25. HPB has also partnered infant and child care centres and pre-schools to provide supportive environments. Through the Healthy Eating in Child Care Centres Programme, centres are provided with guidelines on offering healthy food and drinks to children. This is now included as one of the items in the licensing of child care centres.
26. On the supply side, culinary training workshops have been introduced for tuckshop vendors to raise their awareness of nutritional guidelines and healthy meal preparations. We are also working with the food suppliers to modify and introduce healthier food items in school tuckshops. You may know now that schools are not allowed to sell certain types of drinks that are sugary and gassy and not allowed to sell fried food more than once a week.
27. Aside from diet, we know that exercise is also important. Research has shown that exercise helps children to be more attentive and think better. I am happy that MOE has reviewed its physical education curriculum and increased physical activity time across the various educational levels.
28. Apart from targeting school-going children, there is evidence that suggests that conditions in the womb and during early childhood can influence health later in life, including risk of obesity and chronic diseases. This is why HPB has expanded its target audience to include parents-to-be as well as parents of young children through the Healthy Origins and Firm Foundations programme.

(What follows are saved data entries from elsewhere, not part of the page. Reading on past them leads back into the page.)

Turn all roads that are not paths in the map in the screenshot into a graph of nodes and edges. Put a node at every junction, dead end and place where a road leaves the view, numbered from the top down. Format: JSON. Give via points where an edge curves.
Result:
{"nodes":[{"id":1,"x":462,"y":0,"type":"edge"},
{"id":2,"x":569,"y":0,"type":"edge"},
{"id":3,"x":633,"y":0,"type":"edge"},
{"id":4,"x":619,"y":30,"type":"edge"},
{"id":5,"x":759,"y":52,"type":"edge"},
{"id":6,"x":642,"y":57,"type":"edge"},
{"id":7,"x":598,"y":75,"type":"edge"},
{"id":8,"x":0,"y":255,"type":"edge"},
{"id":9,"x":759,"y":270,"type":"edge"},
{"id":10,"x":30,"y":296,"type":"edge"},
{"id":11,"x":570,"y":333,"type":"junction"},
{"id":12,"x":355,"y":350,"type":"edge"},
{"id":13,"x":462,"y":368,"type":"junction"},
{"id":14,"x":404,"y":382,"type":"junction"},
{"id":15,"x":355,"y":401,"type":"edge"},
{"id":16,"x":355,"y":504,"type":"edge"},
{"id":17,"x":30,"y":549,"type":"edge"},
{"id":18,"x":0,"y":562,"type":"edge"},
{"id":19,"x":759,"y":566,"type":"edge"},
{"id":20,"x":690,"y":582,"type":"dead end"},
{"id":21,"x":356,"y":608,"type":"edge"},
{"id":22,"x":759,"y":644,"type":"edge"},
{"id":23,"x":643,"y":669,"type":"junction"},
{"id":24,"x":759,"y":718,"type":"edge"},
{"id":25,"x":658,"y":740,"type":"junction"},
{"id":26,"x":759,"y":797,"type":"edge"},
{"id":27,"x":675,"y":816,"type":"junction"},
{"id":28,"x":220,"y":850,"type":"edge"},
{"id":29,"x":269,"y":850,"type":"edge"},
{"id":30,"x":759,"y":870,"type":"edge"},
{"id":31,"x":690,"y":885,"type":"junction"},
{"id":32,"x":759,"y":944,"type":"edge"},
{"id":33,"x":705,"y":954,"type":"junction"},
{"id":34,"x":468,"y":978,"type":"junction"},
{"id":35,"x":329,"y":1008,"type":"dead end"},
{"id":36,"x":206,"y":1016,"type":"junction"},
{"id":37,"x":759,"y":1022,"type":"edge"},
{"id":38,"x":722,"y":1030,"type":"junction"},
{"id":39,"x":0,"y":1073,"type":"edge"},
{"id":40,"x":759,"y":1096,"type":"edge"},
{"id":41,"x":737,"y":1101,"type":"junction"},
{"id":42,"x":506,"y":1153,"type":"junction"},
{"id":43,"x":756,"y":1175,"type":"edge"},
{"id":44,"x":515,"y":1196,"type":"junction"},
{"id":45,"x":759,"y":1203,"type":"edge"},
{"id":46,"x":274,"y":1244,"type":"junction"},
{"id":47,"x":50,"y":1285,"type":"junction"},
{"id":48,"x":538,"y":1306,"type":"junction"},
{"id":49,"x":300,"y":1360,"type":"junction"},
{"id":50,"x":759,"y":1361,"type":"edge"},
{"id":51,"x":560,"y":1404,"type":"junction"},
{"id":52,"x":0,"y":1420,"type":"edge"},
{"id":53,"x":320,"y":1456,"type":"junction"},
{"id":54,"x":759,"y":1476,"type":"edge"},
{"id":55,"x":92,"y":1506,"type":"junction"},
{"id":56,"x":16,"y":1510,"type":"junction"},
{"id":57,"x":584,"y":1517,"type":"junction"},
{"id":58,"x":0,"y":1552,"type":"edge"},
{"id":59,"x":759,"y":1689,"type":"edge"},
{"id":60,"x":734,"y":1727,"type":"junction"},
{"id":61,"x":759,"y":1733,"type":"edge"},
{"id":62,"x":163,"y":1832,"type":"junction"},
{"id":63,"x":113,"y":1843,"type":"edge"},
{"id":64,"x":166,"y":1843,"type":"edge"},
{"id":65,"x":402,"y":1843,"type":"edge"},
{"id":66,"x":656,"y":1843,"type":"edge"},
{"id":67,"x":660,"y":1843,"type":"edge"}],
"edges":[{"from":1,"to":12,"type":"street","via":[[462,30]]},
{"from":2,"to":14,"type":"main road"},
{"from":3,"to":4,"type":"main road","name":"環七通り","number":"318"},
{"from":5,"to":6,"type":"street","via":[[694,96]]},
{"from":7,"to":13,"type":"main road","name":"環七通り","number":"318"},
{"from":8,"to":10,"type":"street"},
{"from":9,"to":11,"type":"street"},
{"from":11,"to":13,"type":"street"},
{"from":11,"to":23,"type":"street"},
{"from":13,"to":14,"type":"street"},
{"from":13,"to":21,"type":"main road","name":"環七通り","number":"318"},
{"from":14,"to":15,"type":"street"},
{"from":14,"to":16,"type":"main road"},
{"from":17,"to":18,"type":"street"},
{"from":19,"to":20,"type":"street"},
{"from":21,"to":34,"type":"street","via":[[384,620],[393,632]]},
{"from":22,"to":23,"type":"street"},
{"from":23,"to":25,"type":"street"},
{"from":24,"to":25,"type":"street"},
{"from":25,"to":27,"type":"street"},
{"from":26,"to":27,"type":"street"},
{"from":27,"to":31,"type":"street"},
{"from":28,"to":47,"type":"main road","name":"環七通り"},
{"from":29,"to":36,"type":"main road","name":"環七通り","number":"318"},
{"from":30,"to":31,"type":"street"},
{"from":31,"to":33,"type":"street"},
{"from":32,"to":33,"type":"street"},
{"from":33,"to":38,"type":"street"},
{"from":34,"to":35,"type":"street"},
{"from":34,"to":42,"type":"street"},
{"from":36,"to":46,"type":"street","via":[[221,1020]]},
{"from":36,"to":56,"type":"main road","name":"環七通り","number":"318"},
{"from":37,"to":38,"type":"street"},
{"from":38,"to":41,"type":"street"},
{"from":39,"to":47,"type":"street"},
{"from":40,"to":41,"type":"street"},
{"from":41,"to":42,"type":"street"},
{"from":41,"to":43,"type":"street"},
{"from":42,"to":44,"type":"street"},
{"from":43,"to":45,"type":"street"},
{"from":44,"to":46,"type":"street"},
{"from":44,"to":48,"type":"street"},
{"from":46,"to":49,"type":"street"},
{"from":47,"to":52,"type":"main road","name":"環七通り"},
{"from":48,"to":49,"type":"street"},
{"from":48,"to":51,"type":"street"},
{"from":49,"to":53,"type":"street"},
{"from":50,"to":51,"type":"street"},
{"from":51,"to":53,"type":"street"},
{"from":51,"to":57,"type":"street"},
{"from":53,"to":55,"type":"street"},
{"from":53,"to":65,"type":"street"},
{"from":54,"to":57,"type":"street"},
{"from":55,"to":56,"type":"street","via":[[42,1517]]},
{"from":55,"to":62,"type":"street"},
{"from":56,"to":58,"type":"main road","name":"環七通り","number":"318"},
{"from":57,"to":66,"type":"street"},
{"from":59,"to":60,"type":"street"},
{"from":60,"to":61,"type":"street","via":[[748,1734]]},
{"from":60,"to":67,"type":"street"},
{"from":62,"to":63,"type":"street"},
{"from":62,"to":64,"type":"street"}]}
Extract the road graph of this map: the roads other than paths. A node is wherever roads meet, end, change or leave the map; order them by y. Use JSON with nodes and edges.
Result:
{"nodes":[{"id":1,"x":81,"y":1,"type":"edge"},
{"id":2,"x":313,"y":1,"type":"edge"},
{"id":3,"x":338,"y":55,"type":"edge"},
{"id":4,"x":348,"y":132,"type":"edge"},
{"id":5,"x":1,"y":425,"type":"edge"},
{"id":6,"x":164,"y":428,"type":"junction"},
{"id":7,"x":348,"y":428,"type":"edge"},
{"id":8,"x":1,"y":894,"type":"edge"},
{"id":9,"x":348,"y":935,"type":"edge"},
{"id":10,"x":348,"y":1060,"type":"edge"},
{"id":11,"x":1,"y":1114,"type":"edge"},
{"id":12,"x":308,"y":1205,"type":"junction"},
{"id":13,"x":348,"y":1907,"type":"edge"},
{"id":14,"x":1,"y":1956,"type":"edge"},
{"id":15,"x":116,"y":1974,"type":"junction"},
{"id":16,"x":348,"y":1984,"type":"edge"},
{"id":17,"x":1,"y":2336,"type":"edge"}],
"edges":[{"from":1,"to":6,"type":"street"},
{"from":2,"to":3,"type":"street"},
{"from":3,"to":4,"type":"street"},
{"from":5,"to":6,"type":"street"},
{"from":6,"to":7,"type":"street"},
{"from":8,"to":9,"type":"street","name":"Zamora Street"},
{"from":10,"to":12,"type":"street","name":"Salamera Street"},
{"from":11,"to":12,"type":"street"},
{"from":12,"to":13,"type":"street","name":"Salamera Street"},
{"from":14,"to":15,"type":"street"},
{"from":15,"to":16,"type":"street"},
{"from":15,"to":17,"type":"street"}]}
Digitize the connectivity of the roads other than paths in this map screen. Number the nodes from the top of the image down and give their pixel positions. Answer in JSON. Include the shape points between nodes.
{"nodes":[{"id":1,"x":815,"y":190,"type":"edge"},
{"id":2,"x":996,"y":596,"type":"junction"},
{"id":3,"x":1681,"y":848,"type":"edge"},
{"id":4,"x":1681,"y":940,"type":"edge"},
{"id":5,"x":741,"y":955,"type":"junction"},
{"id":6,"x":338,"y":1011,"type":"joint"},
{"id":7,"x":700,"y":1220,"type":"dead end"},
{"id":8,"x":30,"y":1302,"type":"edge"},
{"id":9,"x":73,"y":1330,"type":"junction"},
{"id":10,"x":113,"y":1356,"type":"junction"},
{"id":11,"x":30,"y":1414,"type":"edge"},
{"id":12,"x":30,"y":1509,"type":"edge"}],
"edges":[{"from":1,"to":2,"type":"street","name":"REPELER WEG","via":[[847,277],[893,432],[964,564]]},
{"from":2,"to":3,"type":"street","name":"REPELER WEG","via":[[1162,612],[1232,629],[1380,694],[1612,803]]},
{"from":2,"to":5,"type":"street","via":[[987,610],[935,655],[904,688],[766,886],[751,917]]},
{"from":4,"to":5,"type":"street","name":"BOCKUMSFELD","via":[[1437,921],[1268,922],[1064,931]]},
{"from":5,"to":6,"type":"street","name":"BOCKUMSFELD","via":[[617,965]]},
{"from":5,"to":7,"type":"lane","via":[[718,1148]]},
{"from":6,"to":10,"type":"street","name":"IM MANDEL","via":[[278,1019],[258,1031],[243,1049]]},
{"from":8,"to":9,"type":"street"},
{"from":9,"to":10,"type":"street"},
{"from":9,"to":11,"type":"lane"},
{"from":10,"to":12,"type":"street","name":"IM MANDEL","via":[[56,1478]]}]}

Here, HPB, in partnership with maternity and children’s hospitals, are developing resource packages for new mothers-to-be to provide them with tips on how to maintain healthy pregnancies and raise healthy children.
At Home and All About
29. We have spoken about changes that will be taking place across many physical sites in our communities. There is one development however that will place active health management right at the fingertips of Singaporeans, so that health promotion can be 24/7, anywhere and everywhere. Members already know about MOH’s development of the National Electronic Health Records (NEHR). While most of the NEHR will transform the way that hospitals work, one part that will directly impact you and I is the development of a personal health management platform. While this will take a couple of years to develop, we have already taken steps toward better personal health management like the HPB Diet Tracker i-Phone App. What we can look forward to are mobile applications built upon the platform that will support healthy behaviour and personal responsibility for health. In fact this is the way that many countries around the world are moving toward – telehealth and mobile apps for personal health management.
Conclusion
30. Getting healthy is a process, a journey of small steps. And if we go back to the blue zones, it is the simple things that make a difference – what we eat, whether we exercise, how much we sleep. We can all take small manageable steps in our everyday life. These small changes will lead to big improvements in our health. When these changes become a natural part of our routines, we would have formed our own personal blue zones. Let us journey together to live long and live well.